━━━ Task material

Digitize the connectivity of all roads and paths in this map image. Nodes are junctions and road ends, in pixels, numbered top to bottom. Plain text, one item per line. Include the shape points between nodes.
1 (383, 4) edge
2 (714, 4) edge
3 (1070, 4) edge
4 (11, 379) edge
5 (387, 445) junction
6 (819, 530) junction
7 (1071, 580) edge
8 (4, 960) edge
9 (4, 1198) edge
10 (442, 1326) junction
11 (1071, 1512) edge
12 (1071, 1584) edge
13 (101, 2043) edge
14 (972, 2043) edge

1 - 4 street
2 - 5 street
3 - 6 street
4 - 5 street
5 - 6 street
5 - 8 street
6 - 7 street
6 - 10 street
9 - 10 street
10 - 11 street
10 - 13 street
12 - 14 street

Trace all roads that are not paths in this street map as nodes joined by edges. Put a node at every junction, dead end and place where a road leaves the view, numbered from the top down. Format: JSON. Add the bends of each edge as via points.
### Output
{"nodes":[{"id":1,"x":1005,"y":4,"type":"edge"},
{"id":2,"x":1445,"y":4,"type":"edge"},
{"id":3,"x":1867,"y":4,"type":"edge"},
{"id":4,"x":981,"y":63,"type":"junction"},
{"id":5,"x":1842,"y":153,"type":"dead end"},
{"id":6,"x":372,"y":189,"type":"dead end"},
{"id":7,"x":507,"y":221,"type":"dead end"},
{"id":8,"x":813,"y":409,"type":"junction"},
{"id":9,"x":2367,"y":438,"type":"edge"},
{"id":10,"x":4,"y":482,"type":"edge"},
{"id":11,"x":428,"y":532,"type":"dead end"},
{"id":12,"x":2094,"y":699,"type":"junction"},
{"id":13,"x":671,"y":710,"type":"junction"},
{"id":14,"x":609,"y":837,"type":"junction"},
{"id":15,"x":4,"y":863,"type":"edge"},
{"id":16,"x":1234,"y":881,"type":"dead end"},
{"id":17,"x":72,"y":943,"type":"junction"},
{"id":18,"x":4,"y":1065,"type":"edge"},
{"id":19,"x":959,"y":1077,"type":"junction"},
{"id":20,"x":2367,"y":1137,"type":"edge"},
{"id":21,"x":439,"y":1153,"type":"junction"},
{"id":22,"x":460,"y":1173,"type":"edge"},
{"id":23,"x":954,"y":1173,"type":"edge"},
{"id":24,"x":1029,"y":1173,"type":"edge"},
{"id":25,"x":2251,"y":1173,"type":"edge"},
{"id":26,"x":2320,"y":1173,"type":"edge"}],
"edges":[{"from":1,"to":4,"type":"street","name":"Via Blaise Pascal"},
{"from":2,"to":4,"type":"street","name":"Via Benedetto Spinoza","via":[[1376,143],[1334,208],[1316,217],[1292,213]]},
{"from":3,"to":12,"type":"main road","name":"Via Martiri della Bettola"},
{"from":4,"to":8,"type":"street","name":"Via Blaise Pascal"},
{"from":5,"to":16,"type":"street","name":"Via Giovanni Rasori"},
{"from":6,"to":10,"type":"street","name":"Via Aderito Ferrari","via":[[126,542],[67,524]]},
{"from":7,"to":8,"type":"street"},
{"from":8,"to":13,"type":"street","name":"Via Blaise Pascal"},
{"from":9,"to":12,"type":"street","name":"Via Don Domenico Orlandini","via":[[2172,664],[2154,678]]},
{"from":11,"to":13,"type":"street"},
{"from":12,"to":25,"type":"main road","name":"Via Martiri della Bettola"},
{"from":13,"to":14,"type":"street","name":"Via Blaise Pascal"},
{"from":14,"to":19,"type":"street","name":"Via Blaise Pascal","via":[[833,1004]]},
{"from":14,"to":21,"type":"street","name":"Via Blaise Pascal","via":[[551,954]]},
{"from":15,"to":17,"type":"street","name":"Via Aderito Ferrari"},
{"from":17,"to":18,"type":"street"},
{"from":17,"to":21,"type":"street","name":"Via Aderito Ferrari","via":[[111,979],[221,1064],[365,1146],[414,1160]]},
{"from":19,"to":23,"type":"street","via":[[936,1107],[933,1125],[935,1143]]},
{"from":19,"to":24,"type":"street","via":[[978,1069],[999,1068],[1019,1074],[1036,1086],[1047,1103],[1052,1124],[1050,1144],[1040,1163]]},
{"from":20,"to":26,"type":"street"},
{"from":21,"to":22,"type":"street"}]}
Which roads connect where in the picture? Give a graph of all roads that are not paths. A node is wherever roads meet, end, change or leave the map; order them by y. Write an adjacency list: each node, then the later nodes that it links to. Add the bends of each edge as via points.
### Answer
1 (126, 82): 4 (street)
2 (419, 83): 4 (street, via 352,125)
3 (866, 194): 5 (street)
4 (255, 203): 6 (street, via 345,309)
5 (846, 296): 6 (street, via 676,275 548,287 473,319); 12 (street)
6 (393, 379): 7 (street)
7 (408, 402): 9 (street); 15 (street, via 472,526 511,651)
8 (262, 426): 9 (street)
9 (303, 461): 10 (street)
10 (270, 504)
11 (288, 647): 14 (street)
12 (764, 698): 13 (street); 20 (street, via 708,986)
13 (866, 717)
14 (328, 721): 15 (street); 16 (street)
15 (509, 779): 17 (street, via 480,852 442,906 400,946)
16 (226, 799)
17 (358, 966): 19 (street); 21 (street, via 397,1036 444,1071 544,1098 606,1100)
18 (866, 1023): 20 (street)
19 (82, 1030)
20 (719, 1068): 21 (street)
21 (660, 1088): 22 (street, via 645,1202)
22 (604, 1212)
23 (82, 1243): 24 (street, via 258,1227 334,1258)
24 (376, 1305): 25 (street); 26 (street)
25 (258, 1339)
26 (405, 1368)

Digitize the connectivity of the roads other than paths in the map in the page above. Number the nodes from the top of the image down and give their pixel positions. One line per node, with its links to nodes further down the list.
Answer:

━━━━━━

Each record must be transcribed word for word.

Digitize the connectivity of all roads and paths in this map image. Nodes are junctions and road ends, in pixels, numbered top to bottom. Plain text, one item per line. Include the shape points between nodes.
1 (383, 4) edge
2 (714, 4) edge
3 (1070, 4) edge
4 (11, 379) edge
5 (387, 445) junction
6 (819, 530) junction
7 (1071, 580) edge
8 (4, 960) edge
9 (4, 1198) edge
10 (442, 1326) junction
11 (1071, 1512) edge
12 (1071, 1584) edge
13 (101, 2043) edge
14 (972, 2043) edge

1 - 4 street
2 - 5 street
3 - 6 street
4 - 5 street
5 - 6 street
5 - 8 street
6 - 7 street
6 - 10 street
9 - 10 street
10 - 11 street
10 - 13 street
12 - 14 street

Trace all roads that are not paths in this street map as nodes joined by edges. Put a node at every junction, dead end and place where a road leaves the view, numbered from the top down. Format: JSON. Add the bends of each edge as via points.
### Output
{"nodes":[{"id":1,"x":1005,"y":4,"type":"edge"},
{"id":2,"x":1445,"y":4,"type":"edge"},
{"id":3,"x":1867,"y":4,"type":"edge"},
{"id":4,"x":981,"y":63,"type":"junction"},
{"id":5,"x":1842,"y":153,"type":"dead end"},
{"id":6,"x":372,"y":189,"type":"dead end"},
{"id":7,"x":507,"y":221,"type":"dead end"},
{"id":8,"x":813,"y":409,"type":"junction"},
{"id":9,"x":2367,"y":438,"type":"edge"},
{"id":10,"x":4,"y":482,"type":"edge"},
{"id":11,"x":428,"y":532,"type":"dead end"},
{"id":12,"x":2094,"y":699,"type":"junction"},
{"id":13,"x":671,"y":710,"type":"junction"},
{"id":14,"x":609,"y":837,"type":"junction"},
{"id":15,"x":4,"y":863,"type":"edge"},
{"id":16,"x":1234,"y":881,"type":"dead end"},
{"id":17,"x":72,"y":943,"type":"junction"},
{"id":18,"x":4,"y":1065,"type":"edge"},
{"id":19,"x":959,"y":1077,"type":"junction"},
{"id":20,"x":2367,"y":1137,"type":"edge"},
{"id":21,"x":439,"y":1153,"type":"junction"},
{"id":22,"x":460,"y":1173,"type":"edge"},
{"id":23,"x":954,"y":1173,"type":"edge"},
{"id":24,"x":1029,"y":1173,"type":"edge"},
{"id":25,"x":2251,"y":1173,"type":"edge"},
{"id":26,"x":2320,"y":1173,"type":"edge"}],
"edges":[{"from":1,"to":4,"type":"street","name":"Via Blaise Pascal"},
{"from":2,"to":4,"type":"street","name":"Via Benedetto Spinoza","via":[[1376,143],[1334,208],[1316,217],[1292,213]]},
{"from":3,"to":12,"type":"main road","name":"Via Martiri della Bettola"},
{"from":4,"to":8,"type":"street","name":"Via Blaise Pascal"},
{"from":5,"to":16,"type":"street","name":"Via Giovanni Rasori"},
{"from":6,"to":10,"type":"street","name":"Via Aderito Ferrari","via":[[126,542],[67,524]]},
{"from":7,"to":8,"type":"street"},
{"from":8,"to":13,"type":"street","name":"Via Blaise Pascal"},
{"from":9,"to":12,"type":"street","name":"Via Don Domenico Orlandini","via":[[2172,664],[2154,678]]},
{"from":11,"to":13,"type":"street"},
{"from":12,"to":25,"type":"main road","name":"Via Martiri della Bettola"},
{"from":13,"to":14,"type":"street","name":"Via Blaise Pascal"},
{"from":14,"to":19,"type":"street","name":"Via Blaise Pascal","via":[[833,1004]]},
{"from":14,"to":21,"type":"street","name":"Via Blaise Pascal","via":[[551,954]]},
{"from":15,"to":17,"type":"street","name":"Via Aderito Ferrari"},
{"from":17,"to":18,"type":"street"},
{"from":17,"to":21,"type":"street","name":"Via Aderito Ferrari","via":[[111,979],[221,1064],[365,1146],[414,1160]]},
{"from":19,"to":23,"type":"street","via":[[936,1107],[933,1125],[935,1143]]},
{"from":19,"to":24,"type":"street","via":[[978,1069],[999,1068],[1019,1074],[1036,1086],[1047,1103],[1052,1124],[1050,1144],[1040,1163]]},
{"from":20,"to":26,"type":"street"},
{"from":21,"to":22,"type":"street"}]}
Which roads connect where in the picture? Give a graph of all roads that are not paths. A node is wherever roads meet, end, change or leave the map; order them by y. Write an adjacency list: each node, then the later nodes that it links to. Add the bends of each edge as via points.
### Answer
1 (126, 82): 4 (street)
2 (419, 83): 4 (street, via 352,125)
3 (866, 194): 5 (street)
4 (255, 203): 6 (street, via 345,309)
5 (846, 296): 6 (street, via 676,275 548,287 473,319); 12 (street)
6 (393, 379): 7 (street)
7 (408, 402): 9 (street); 15 (street, via 472,526 511,651)
8 (262, 426): 9 (street)
9 (303, 461): 10 (street)
10 (270, 504)
11 (288, 647): 14 (street)
12 (764, 698): 13 (street); 20 (street, via 708,986)
13 (866, 717)
14 (328, 721): 15 (street); 16 (street)
15 (509, 779): 17 (street, via 480,852 442,906 400,946)
16 (226, 799)
17 (358, 966): 19 (street); 21 (street, via 397,1036 444,1071 544,1098 606,1100)
18 (866, 1023): 20 (street)
19 (82, 1030)
20 (719, 1068): 21 (street)
21 (660, 1088): 22 (street, via 645,1202)
22 (604, 1212)
23 (82, 1243): 24 (street, via 258,1227 334,1258)
24 (376, 1305): 25 (street); 26 (street)
25 (258, 1339)
26 (405, 1368)

Digitize the connectivity of the roads other than paths in the map in the page above. Number the nodes from the top of the image down and give their pixel positions. One line per node, with its links to nodes further down the list.
Answer:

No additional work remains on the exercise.